=== Directions for this task ===
Each record should be given again exactly, and any picture in it left out.

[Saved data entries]
----
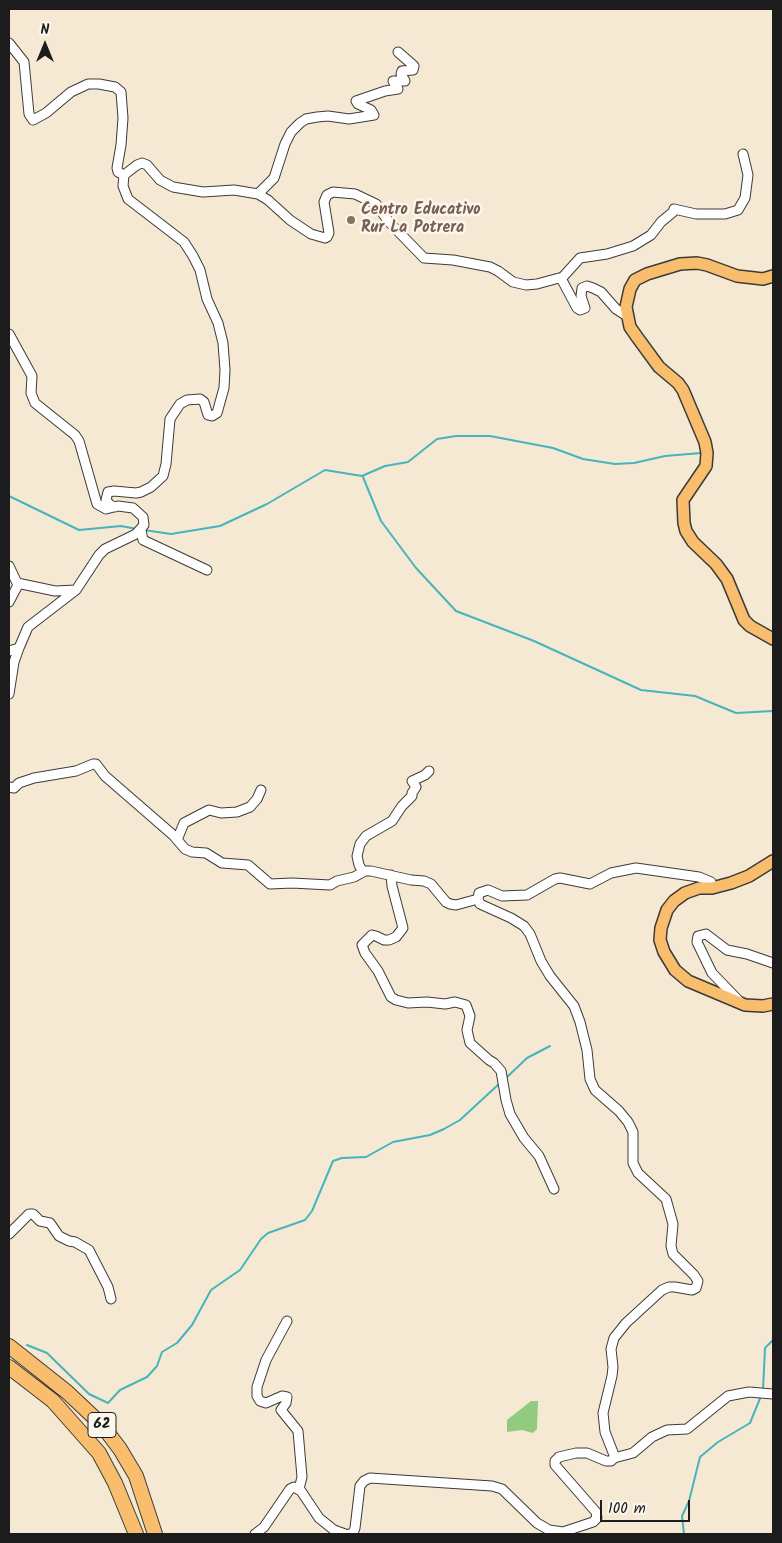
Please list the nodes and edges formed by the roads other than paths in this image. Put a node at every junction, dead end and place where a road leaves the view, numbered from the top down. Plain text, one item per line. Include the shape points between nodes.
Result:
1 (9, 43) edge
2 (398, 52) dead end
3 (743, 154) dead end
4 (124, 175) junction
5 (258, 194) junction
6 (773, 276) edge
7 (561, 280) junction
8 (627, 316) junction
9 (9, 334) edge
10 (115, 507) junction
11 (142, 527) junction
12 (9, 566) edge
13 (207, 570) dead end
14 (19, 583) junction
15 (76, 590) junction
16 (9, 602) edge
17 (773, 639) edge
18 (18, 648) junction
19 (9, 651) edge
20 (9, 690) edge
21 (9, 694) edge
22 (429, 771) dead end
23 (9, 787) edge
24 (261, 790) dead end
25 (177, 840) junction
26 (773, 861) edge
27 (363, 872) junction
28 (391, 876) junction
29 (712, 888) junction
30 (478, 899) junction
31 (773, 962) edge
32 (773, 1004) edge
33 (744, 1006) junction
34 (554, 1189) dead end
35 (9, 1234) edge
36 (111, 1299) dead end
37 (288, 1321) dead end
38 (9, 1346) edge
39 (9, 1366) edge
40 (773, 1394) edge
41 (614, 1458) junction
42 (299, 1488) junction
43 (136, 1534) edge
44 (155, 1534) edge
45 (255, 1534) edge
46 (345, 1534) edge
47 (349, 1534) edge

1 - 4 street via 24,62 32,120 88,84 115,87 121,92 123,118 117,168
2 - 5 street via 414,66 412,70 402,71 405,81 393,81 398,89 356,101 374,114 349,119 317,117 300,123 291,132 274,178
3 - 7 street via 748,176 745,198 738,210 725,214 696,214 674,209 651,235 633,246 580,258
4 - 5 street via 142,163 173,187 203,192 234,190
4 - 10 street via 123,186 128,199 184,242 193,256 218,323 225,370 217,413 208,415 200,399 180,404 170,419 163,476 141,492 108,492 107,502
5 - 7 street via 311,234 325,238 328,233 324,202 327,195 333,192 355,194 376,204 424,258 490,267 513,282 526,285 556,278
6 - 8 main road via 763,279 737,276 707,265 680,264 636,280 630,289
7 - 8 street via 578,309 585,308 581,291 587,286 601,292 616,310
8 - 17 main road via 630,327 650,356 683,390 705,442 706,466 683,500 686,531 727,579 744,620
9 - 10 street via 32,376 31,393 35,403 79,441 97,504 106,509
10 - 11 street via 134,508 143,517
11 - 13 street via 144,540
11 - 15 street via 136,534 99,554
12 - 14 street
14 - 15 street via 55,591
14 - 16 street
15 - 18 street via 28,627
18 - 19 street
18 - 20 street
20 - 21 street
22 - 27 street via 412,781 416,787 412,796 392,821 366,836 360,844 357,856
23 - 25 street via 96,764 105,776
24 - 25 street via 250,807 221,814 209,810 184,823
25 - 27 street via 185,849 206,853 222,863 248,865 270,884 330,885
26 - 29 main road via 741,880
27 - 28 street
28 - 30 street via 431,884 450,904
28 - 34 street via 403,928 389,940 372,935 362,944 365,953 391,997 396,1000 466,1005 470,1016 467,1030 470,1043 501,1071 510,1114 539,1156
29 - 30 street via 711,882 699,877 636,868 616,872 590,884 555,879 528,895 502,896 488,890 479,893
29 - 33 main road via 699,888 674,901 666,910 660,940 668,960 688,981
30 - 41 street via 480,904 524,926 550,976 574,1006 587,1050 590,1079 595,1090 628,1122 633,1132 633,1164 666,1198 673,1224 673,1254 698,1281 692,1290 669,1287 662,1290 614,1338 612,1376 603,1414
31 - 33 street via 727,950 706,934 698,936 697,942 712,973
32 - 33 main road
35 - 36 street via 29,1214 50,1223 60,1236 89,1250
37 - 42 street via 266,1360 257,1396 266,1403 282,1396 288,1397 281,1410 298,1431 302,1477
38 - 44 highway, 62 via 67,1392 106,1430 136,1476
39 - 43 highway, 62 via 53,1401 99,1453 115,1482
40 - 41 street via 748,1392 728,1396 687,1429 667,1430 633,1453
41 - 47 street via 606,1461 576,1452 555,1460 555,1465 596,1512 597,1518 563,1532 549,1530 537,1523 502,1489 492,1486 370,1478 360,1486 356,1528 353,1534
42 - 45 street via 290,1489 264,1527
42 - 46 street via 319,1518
----
=== Solution ===
Please list the nodes and edges formed by the roads other than paths in this image. Put a node at every junction, dead end and place where a road leaves the view, numbered from the top down. Plain text, one item per line. Include the shape points between nodes.
Result:
1 (9, 43) edge
2 (398, 52) dead end
3 (743, 154) dead end
4 (124, 175) junction
5 (258, 194) junction
6 (773, 276) edge
7 (561, 280) junction
8 (627, 316) junction
9 (9, 334) edge
10 (115, 507) junction
11 (142, 527) junction
12 (9, 566) edge
13 (207, 570) dead end
14 (19, 583) junction
15 (76, 590) junction
16 (9, 602) edge
17 (773, 639) edge
18 (18, 648) junction
19 (9, 651) edge
20 (9, 690) edge
21 (9, 694) edge
22 (429, 771) dead end
23 (9, 787) edge
24 (261, 790) dead end
25 (177, 840) junction
26 (773, 861) edge
27 (363, 872) junction
28 (391, 876) junction
29 (712, 888) junction
30 (478, 899) junction
31 (773, 962) edge
32 (773, 1004) edge
33 (744, 1006) junction
34 (554, 1189) dead end
35 (9, 1234) edge
36 (111, 1299) dead end
37 (288, 1321) dead end
38 (9, 1346) edge
39 (9, 1366) edge
40 (773, 1394) edge
41 (614, 1458) junction
42 (299, 1488) junction
43 (136, 1534) edge
44 (155, 1534) edge
45 (255, 1534) edge
46 (345, 1534) edge
47 (349, 1534) edge

1 - 4 street via 24,62 32,120 88,84 115,87 121,92 123,118 117,168
2 - 5 street via 414,66 412,70 402,71 405,81 393,81 398,89 356,101 374,114 349,119 317,117 300,123 291,132 274,178
3 - 7 street via 748,176 745,198 738,210 725,214 696,214 674,209 651,235 633,246 580,258
4 - 5 street via 142,163 173,187 203,192 234,190
4 - 10 street via 123,186 128,199 184,242 193,256 218,323 225,370 217,413 208,415 200,399 180,404 170,419 163,476 141,492 108,492 107,502
5 - 7 street via 311,234 325,238 328,233 324,202 327,195 333,192 355,194 376,204 424,258 490,267 513,282 526,285 556,278
6 - 8 main road via 763,279 737,276 707,265 680,264 636,280 630,289
7 - 8 street via 578,309 585,308 581,291 587,286 601,292 616,310
8 - 17 main road via 630,327 650,356 683,390 705,442 706,466 683,500 686,531 727,579 744,620
9 - 10 street via 32,376 31,393 35,403 79,441 97,504 106,509
10 - 11 street via 134,508 143,517
11 - 13 street via 144,540
11 - 15 street via 136,534 99,554
12 - 14 street
14 - 15 street via 55,591
14 - 16 street
15 - 18 street via 28,627
18 - 19 street
18 - 20 street
20 - 21 street
22 - 27 street via 412,781 416,787 412,796 392,821 366,836 360,844 357,856
23 - 25 street via 96,764 105,776
24 - 25 street via 250,807 221,814 209,810 184,823
25 - 27 street via 185,849 206,853 222,863 248,865 270,884 330,885
26 - 29 main road via 741,880
27 - 28 street
28 - 30 street via 431,884 450,904
28 - 34 street via 403,928 389,940 372,935 362,944 365,953 391,997 396,1000 466,1005 470,1016 467,1030 470,1043 501,1071 510,1114 539,1156
29 - 30 street via 711,882 699,877 636,868 616,872 590,884 555,879 528,895 502,896 488,890 479,893
29 - 33 main road via 699,888 674,901 666,910 660,940 668,960 688,981
30 - 41 street via 480,904 524,926 550,976 574,1006 587,1050 590,1079 595,1090 628,1122 633,1132 633,1164 666,1198 673,1224 673,1254 698,1281 692,1290 669,1287 662,1290 614,1338 612,1376 603,1414
31 - 33 street via 727,950 706,934 698,936 697,942 712,973
32 - 33 main road
35 - 36 street via 29,1214 50,1223 60,1236 89,1250
37 - 42 street via 266,1360 257,1396 266,1403 282,1396 288,1397 281,1410 298,1431 302,1477
38 - 44 highway, 62 via 67,1392 106,1430 136,1476
39 - 43 highway, 62 via 53,1401 99,1453 115,1482
40 - 41 street via 748,1392 728,1396 687,1429 667,1430 633,1453
41 - 47 street via 606,1461 576,1452 555,1460 555,1465 596,1512 597,1518 563,1532 549,1530 537,1523 502,1489 492,1486 370,1478 360,1486 356,1528 353,1534
42 - 45 street via 290,1489 264,1527
42 - 46 street via 319,1518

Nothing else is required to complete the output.